"""
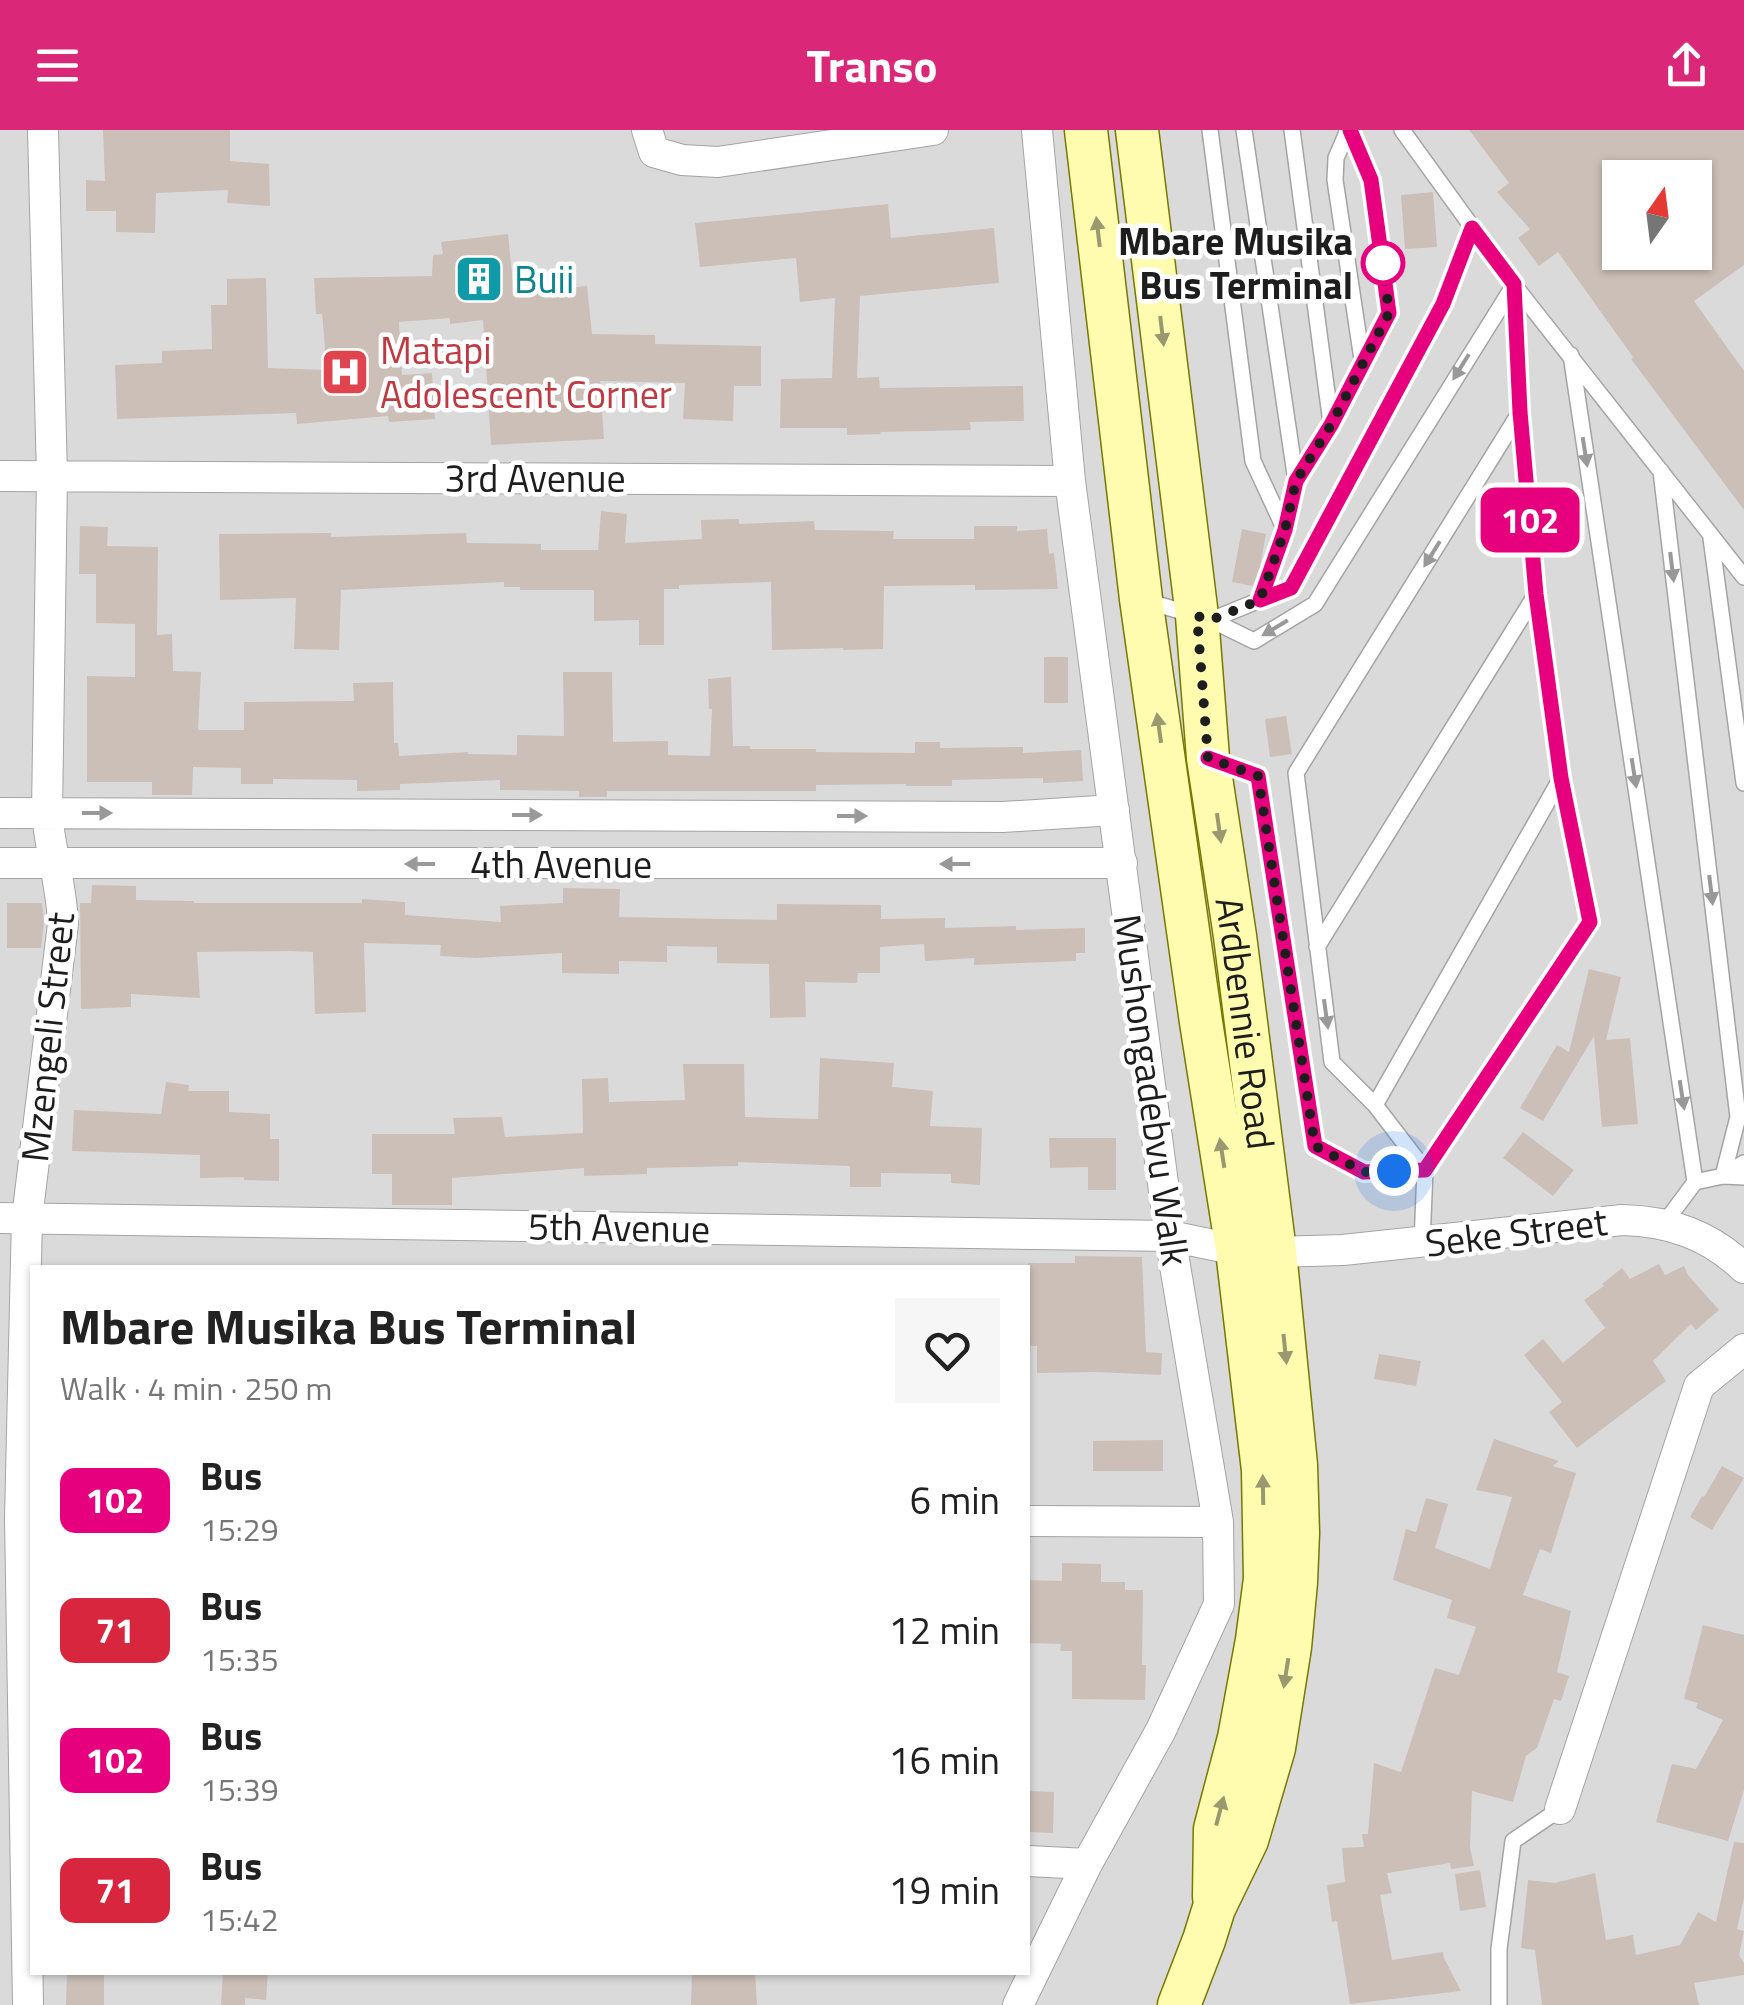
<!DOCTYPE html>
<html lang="en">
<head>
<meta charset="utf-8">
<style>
	body { margin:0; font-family:"Titillium Web",sans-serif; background:#f6f6f6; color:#222; height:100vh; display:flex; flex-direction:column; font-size:38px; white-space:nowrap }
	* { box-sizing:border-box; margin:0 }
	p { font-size:32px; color:#767676 }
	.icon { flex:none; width:55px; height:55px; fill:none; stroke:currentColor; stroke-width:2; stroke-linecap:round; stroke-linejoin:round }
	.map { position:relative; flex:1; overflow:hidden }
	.details { position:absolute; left:30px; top:1135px; width:1000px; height:710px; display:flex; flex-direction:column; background:#fff; border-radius:0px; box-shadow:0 2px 8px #0004 }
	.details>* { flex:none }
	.badge { padding:0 20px; border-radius:15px; font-size:35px; line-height:65px }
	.needle { width:65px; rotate:14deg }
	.controls { position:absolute; left:1602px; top:30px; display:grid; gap:20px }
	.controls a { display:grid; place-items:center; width:110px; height:110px; border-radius:0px; background:#fff; box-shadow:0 2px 8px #0004; font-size:50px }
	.you { position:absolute; width:50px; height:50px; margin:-25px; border:8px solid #fff; border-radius:50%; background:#1a73e8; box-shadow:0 0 0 15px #1a73e833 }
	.map>.badge { position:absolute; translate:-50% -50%; box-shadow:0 0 0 5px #fff }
	.round { display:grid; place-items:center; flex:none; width:105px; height:105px; border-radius:0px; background:#f6f6f6 }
	.headline { display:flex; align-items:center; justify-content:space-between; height:170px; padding:0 30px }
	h1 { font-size:48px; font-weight:700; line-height:75px }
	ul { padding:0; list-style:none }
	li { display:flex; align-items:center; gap:30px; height:130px; padding:0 30px }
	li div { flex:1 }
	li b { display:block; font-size:38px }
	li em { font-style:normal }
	li .badge { min-width:110px; font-weight:700; text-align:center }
	header { display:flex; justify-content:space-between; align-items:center; height:130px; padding:0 30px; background:#db2777; color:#fff; font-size:45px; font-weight:700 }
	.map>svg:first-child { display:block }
</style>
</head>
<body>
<header><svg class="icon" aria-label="menu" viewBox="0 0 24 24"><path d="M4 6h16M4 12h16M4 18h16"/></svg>Transo<svg class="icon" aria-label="share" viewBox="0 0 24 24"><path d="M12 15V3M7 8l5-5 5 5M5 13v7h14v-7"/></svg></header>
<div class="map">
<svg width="1744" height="1875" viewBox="0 0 1744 1875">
	<rect width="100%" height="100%" fill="#efeae2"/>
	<path fill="#dbdada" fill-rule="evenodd" d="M0 0H1744V1875H0ZM1620 48H1695V122H1620ZM32 1138H1028V1842H32Z"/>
	<path fill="#ccbfb8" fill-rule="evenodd" d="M103 0H230V31L269 34 270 76 227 73 228 60 156 63 155 103 116 102V81H86V50L105 51Z
		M1469 0H1744V135L1694 171 1744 241V380L1631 229 1633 227 1558 122 1539 136 1518 108 1530 99 1497 62 1509 53ZM1620 48H1695V122H1620Z
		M1433 62 1437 117 1405 119 1401 65Z
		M888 74 891 108 994 98 999 153 860 166 857 248 879 247 880 258 1023 256 1024 291 970 292 971 300 880 302 881 304 847 305V298H780L781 249 832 248 835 168 800 172 796 128 700 137 695 93Z
		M508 104 514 164 587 156 592 204 655 205V214L761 216V256H734L733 291 683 289 685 253 600 251 604 309 491 315 483 190 450 194V188L399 192 402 245 432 243 435 289 389 292 388 286 297 294 296 283 117 289 115 235 162 233V221L212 219 211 175H227V149L266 148 268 238 327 240 322 184H316L314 148 432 146 433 125 443 124 441 112Z
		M601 381 627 384 625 413 702 409 701 390 739 389V394L814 391 815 400 894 401 893 409H974V396H1017V401L1047 399 1049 424 1054 423 1058 459 975 460V455L884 456 883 519 843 520V518L772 520 771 452 679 455V459H664V515H639V490L594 491V460H520V457H504V452L341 460 339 520 294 519 296 468 220 470 219 404 331 403V407L466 403 467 413 541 414V420H598Z
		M80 396 108 397 107 416 158 417 157 505 172 504 173 541 201 542 198 600H244V572L354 571 353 553 393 552 394 613H398L399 626 468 622V624L517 625V605L564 606 563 542H612L613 612 668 611V625L710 626 712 579H709L708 549 731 547 733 616H750V619H816V622L915 623V612H940V618L1023 617V623L1081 620 1083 651 1043 653V648L952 650V656H906V654L816 655V661H607V667H579V661L500 660V650L400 654V660L357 661V650L273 649V654H241V638L193 637 192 665H152V652H87V546L135 547V494L96 493V444H79Z
		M1242 399 1266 404 1260 436 1253 456 1232 452Z
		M1044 527H1068V573H1044Z
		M1286 586 1292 624 1270 627 1265 589Z
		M92 755 136 756V770L194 771V773H362V769L405 772V785L501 792 500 776 563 773V758L620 759 619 787 777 790V774L881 775V789L945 788V798L1016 796V800L1085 798V823H1076V831L974 835V828L925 831 924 814 880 817V843H858L857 853 805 852 806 887 770 888 769 834 717 833V817L667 816V832L619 831V844L562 843V823L476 828 440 826 441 815 364 813 366 882 315 884 313 822 290 821 197 822 200 868 131 864V877L81 879 80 773H91Z
		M7 773H42L44 793 41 818H7Z
		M1589 839 1621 847 1606 910 1630 908 1638 994 1602 997 1594 906 1543 991 1520 978 1557 915 1569 922Z
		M820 928 894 933 892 957 933 961 930 996 982 998 980 1055 951 1053V1044L881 1043V1057H850V1036L738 1032V1036L647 1038V1044L584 1046V1038L452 1048V1075H392V1044H372V1004H455L453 988 502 987 505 1007 583 1003 582 949 608 948 609 972 685 970 683 934H744L745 987 818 989Z
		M166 952 189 955 188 961H229V982L270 984V1009H279V1051L244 1050V1047L200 1048V1025L72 1021 74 980 161 984Z
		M1523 1002 1574 1040 1553 1066 1503 1028Z
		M1049 1008H1116V1060H1088V1037L1050 1038Z
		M1075 1126 1142 1127 1146 1222 1162 1223 1161 1245 1096 1242 1037 1243V1216H1028V1133H1075Z
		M1659 1134 1665 1145 1684 1136 1688 1145 1719 1180 1696 1200 1691 1194 1653 1231 1666 1251 1577 1318 1549 1282 1562 1272 1524 1225 1543 1209 1563 1233 1605 1198 1584 1170 1604 1156 1602 1154 1622 1138 1630 1149Z
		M1379 1224 1421 1231 1416 1256 1374 1249Z
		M1494 1309 1559 1331 1553 1336 1576 1343 1551 1423 1540 1419 1523 1465 1571 1481 1557 1542 1569 1546 1561 1571 1554 1569 1537 1618 1526 1626 1513 1672 1472 1661 1470 1718 1474 1736 1451 1739 1450 1733 1387 1743 1392 1763 1380 1765 1392 1830 1443 1822 1444 1828 1461 1861 1350 1874 1337 1791 1332 1792 1327 1755 1345 1752 1342 1718 1364 1717 1362 1704H1368L1374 1633 1401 1642 1435 1538 1459 1545 1476 1497 1447 1488 1452 1470 1393 1450 1406 1399 1416 1402 1426 1368 1448 1374 1435 1418 1490 1439 1512 1367 1476 1360Z
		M1163 1310V1341H1093V1311Z
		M1722 1336 1744 1348 1712 1400 1690 1387 1702 1366 1704 1367Z
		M1062 1433 1101 1434V1452H1125V1460H1143L1142 1535H1146L1145 1570 1072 1569V1521H1060L1061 1514 1028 1513V1450L1062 1451Z
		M1703 1495 1744 1505V1660L1728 1711 1656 1692 1672 1634 1696 1639 1723 1590 1696 1578 1698 1573 1684 1569Z
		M1028 1661 1054 1662 1053 1703 1028 1702Z
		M1734 1712 1744 1713V1768L1737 1799 1744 1801 1739 1825 1744 1833V1845L1694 1853 1699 1875H1542L1535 1820 1521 1818 1528 1750 1555 1753 1595 1743 1606 1810 1633 1805 1636 1825 1680 1815 1698 1782 1716 1792Z
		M1480 1740 1486 1777 1460 1781 1455 1744Z
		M67 1842H104V1875H66Z
		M223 1842H268L266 1870 245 1868V1875H221Z
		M692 1842H755L757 1875H691Z"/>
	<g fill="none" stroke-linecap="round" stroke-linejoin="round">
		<g stroke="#a4a4a4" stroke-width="18">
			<path id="lane" d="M1210 0 1253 331 1285 400
				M1244 0 1296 351
				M1292 0 1331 293
				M1348 0 1336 28 1335 50 1363 236
				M1402 0 1514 155 1744 447
				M1571 225 1695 1052
				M1661 341 1738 987 1723 1046
				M1711 408 1744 653
				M1260 470 1291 458 1443 174 1472 98
				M1146 471 1211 490 1260 470 1285 400 1296 351 1331 295 1384 197 1389 183 1388 169 1371 50 1350 0
				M1211 490 1254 511 1315 474 1514 155
				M1212 629 1258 647 1315 1017 1363 1042 1425 1040
				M1317 817 1536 464
				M1375 975 1561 648
				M1425 1040 1375 975 1332 932 1296 643 1520 282
				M1723 1046 1744 1033
				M1663 1095 1695 1052 1723 1046 1744 1047
				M1422 1113 1425 1040 1589 792 1561 648 1536 464 1520 282 1514 155
				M1499 1875V1819L1513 1711 1560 1679"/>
		</g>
		<g stroke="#a4a4a4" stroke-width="32">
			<path id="street" d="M647 0 654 22 682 30 718 32 933 0
				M0 346 1070 351
				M0 683 1003 687 1114 680
				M0 733H1122
				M0 1088 1170 1106 1237 1120 1275 1122 1343 1120 1622 1090C1670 1091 1709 1105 1744 1138
				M1028 1391 1218 1392
				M1560 1679 1699 1256 1744 1219
				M1028 1731 1087 1734
				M28 1875 20 1388 27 1088 63 794C62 757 50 721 47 683L52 346 43 0
				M1018 1875 1087 1734 1161 1600 1219 1474 1218 1392 1170 1106 1070 351 1037 0"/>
		</g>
		<g stroke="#777800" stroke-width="45">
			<g id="secondary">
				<path d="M1086 0 1141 469 1201 892 1237 1120 1263 1340 1265 1449 1257 1510 1239 1608 1215 1699 1214 1767"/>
				<path id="s1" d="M1137 0 1197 486 1208 628 1235 806 1275 1122 1296 1335 1298 1403 1296 1452 1290 1517 1274 1618 1247 1710 1214 1778 1204 1810 1179 1875"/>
			</g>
		</g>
		<use href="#lane" stroke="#fff" stroke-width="15"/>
		<use href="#street" stroke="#fff" stroke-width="30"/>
		<use href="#secondary" stroke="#fffcb0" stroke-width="42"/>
	</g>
	<defs><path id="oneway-solid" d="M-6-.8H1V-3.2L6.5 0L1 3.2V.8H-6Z" transform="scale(2.5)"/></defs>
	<g fill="#99986e">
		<use href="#oneway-solid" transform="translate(1098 102) rotate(-97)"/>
		<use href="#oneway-solid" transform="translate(1162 201) rotate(83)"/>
		<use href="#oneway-solid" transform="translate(1159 598) rotate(-98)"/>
		<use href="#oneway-solid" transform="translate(1219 698) rotate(82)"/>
		<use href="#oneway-solid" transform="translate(1222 1023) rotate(-99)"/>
		<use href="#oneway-solid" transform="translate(1285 1219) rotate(84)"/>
		<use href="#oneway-solid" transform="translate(1263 1360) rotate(-91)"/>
		<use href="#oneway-solid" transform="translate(1286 1543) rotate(99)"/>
		<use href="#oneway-solid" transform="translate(1220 1681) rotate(-75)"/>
	</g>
	<g fill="#999">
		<use href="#oneway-solid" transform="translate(1461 237) rotate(122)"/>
		<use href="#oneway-solid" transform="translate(1585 322) rotate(81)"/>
		<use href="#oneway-solid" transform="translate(1432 424) rotate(122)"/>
		<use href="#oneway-solid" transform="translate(1672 437) rotate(83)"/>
		<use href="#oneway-solid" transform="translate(1275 498) rotate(149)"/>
		<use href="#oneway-solid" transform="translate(1634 643) rotate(81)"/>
		<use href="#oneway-solid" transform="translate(97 683)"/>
		<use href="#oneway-solid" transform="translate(527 685)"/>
		<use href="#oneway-solid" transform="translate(852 686)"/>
		<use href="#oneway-solid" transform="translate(420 734) rotate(-180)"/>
		<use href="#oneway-solid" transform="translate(955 734) rotate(-180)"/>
		<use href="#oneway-solid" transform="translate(1711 760) rotate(83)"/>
		<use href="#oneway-solid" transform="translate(1326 884) rotate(82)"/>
		<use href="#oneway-solid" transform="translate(1682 965) rotate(81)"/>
	</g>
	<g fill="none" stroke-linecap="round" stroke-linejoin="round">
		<g stroke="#fff" stroke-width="22">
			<path id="line" d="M1208 628 1258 646 1315 1016 1364 1042 1425 1040 1590 792 1561 648 1536 464 1520 282 1514 154 1472 98 1443 174 1291 458 1260 470 1285 400 1296 351 1331 295 1389 183 1371 50 1350 0"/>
		</g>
		<use href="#line" stroke="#e6007e" stroke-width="15"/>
		<path stroke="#1d1d1d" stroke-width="10" stroke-dasharray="0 18" d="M1383 133 1389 183 1331 295 1296 351 1285 400 1260 470 1211 490 1197 486 1208 628 1258 646 1315 1016 1364 1042 1394 1041"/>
	</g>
	<defs>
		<g id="building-square" transform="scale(2.5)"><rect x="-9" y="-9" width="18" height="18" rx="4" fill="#0f9aa8" stroke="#fff"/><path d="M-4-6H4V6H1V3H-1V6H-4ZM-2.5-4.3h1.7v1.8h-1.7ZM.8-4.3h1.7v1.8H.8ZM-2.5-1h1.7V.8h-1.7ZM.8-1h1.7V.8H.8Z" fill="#fff"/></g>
		<g id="hospital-square" transform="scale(2.5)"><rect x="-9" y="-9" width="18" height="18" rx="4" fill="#e0444e" stroke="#fff"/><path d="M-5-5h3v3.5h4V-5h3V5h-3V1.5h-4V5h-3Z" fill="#fff"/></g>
	</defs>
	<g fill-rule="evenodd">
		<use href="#building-square" x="479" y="149"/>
		<use href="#hospital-square" x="345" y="242"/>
	</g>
	<circle fill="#fff" stroke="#e6007e" stroke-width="5" cx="1383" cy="133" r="20"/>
	<g text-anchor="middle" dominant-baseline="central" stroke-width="9" stroke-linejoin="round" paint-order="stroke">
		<g font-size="38" font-weight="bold" fill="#1d1d1d" stroke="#fff" text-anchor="end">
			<text x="1353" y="111">Mbare Musika<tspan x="1353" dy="44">Bus Terminal</tspan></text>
		</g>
		<g font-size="38" fill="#0d838f" stroke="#fff" text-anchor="start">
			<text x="514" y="149">Buii</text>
		</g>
		<g font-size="38" fill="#be3a42" stroke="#fff" text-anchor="start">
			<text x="380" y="220">Matapi<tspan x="380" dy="44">Adolescent Corner</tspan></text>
		</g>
		<g font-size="38" fill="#1d1d1d" stroke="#fff">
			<text x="535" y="348">3rd Avenue</text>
			<text x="561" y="734">4th Avenue</text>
			<text stroke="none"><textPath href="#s1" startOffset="900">Ardbennie Road</textPath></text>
			<text transform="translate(47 907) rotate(-84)">Mzengeli Street</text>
			<text transform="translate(1152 960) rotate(82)">Mushongadebvu Walk</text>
			<text transform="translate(619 1097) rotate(1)">5th Avenue</text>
			<text transform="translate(1516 1102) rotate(-7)">Seke Street</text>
		</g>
	</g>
</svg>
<div class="controls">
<a><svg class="needle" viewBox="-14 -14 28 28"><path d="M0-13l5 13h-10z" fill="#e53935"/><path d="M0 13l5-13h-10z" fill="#767676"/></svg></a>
</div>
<div class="you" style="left:1394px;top:1041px"></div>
<b class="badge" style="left:1530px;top:390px;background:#e6007e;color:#fff">102</b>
<section class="details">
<div class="headline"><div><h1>Mbare Musika Bus Terminal</h1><p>Walk · 4 min · 250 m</p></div><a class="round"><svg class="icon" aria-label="heart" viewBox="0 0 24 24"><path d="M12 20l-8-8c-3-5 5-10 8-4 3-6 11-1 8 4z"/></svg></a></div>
<ul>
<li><span class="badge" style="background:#e6007e;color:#fff">102</span><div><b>Bus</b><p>15:29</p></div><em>6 min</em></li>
<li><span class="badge" style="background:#d7263d;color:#fff">71</span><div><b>Bus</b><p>15:35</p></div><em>12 min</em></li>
<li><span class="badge" style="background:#e6007e;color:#fff">102</span><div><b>Bus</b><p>15:39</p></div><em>16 min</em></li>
<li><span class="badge" style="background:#d7263d;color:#fff">71</span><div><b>Bus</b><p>15:42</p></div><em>19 min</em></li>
</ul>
</section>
</div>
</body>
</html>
"""
● **EXERCISE BRIEF**
Bring together all lines from the listing that contain the word "controls".

● **RESULT BELOW**
	.controls { position:absolute; left:1602px; top:30px; display:grid; gap:20px }
	.controls a { display:grid; place-items:center; width:110px; height:110px; border-radius:0px; background:#fff; box-shadow:0 2px 8px #0004; font-size:50px }
<div class="controls">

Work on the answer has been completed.